▶ _REQUIRED ACTION_
Across all the entries, tally the lines holding the word "roads", and give the number by itself.

--- START ---

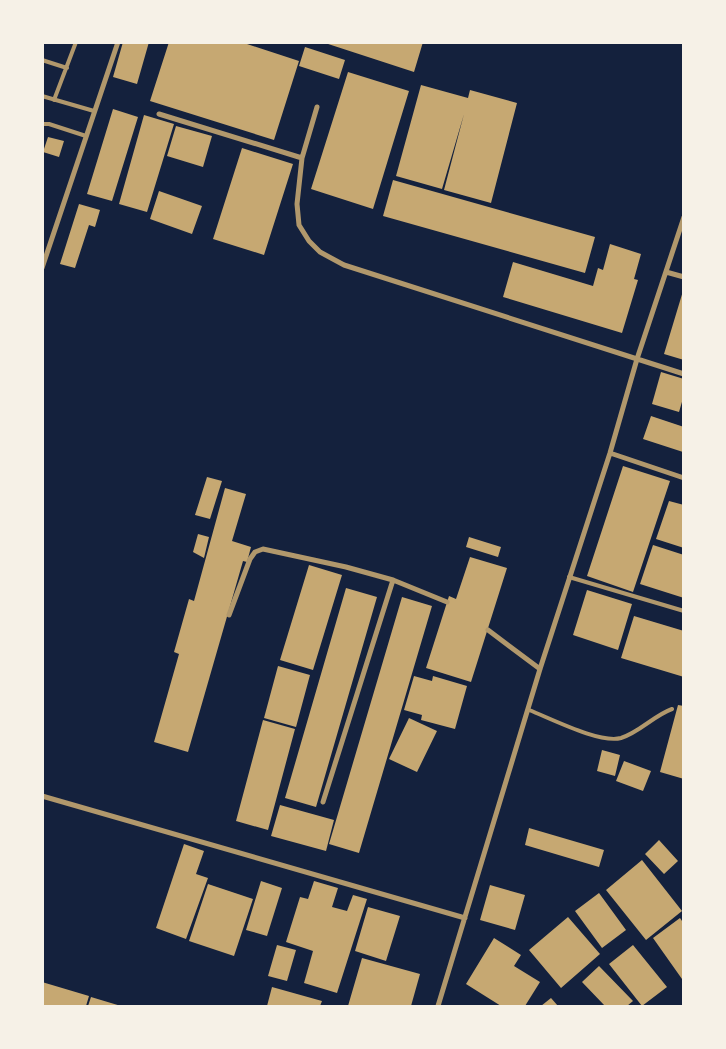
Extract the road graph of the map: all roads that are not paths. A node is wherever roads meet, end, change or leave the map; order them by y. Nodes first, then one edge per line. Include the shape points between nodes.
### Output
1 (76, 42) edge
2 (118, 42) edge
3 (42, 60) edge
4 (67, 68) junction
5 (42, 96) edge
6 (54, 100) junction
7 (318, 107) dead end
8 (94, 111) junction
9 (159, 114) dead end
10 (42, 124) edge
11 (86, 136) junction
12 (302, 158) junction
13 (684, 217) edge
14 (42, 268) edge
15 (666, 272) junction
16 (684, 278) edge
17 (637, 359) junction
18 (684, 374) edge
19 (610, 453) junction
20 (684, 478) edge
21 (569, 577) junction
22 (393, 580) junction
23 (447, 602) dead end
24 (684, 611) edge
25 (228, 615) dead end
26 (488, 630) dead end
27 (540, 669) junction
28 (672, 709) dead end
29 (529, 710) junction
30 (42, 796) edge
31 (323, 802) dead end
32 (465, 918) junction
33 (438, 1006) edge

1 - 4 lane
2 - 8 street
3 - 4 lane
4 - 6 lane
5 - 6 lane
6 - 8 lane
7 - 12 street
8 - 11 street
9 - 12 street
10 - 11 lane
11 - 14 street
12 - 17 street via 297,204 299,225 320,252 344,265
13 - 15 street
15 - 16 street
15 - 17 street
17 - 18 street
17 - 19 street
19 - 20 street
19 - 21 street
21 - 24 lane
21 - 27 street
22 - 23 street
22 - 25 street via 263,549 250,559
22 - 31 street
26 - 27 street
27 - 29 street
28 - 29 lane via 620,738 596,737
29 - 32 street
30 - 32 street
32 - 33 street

--- END ---
--- START ---

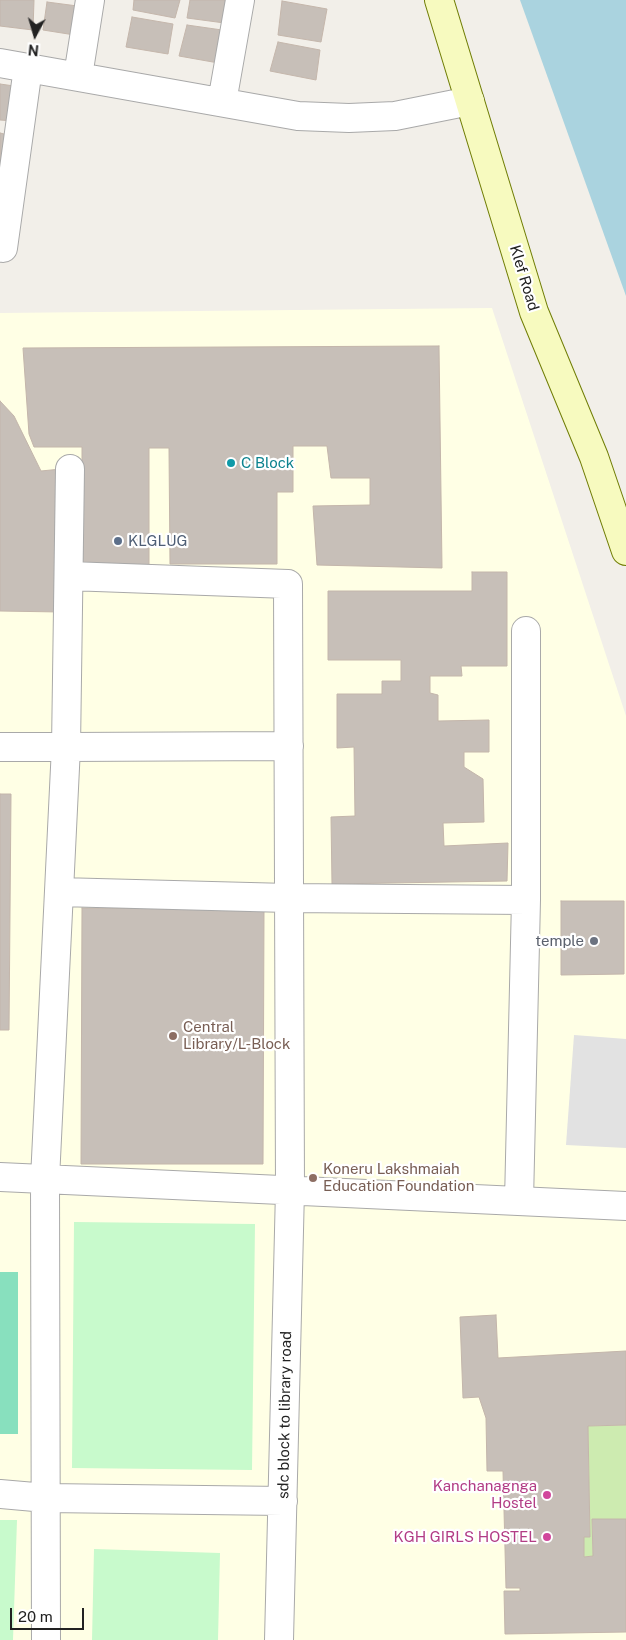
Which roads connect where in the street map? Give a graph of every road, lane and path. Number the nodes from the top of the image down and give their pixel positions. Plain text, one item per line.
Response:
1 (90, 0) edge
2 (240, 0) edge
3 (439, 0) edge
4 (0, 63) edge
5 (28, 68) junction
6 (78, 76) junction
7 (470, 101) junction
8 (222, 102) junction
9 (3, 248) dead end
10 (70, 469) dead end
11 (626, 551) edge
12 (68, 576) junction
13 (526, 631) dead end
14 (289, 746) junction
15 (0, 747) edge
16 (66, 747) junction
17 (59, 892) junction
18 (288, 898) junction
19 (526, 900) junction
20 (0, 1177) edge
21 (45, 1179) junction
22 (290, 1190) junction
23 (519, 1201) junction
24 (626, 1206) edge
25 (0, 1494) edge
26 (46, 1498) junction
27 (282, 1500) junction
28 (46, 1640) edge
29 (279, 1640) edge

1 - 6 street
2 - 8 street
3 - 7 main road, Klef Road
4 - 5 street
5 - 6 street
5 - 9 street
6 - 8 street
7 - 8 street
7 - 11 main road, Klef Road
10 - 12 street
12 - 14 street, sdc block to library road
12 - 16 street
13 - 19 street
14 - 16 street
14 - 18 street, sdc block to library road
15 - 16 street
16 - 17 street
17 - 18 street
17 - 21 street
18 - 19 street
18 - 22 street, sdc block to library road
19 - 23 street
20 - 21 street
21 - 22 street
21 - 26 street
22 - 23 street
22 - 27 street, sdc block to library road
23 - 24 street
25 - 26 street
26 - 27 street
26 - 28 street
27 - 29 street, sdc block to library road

--- END ---

▶ _EXERCISE RESULT_
2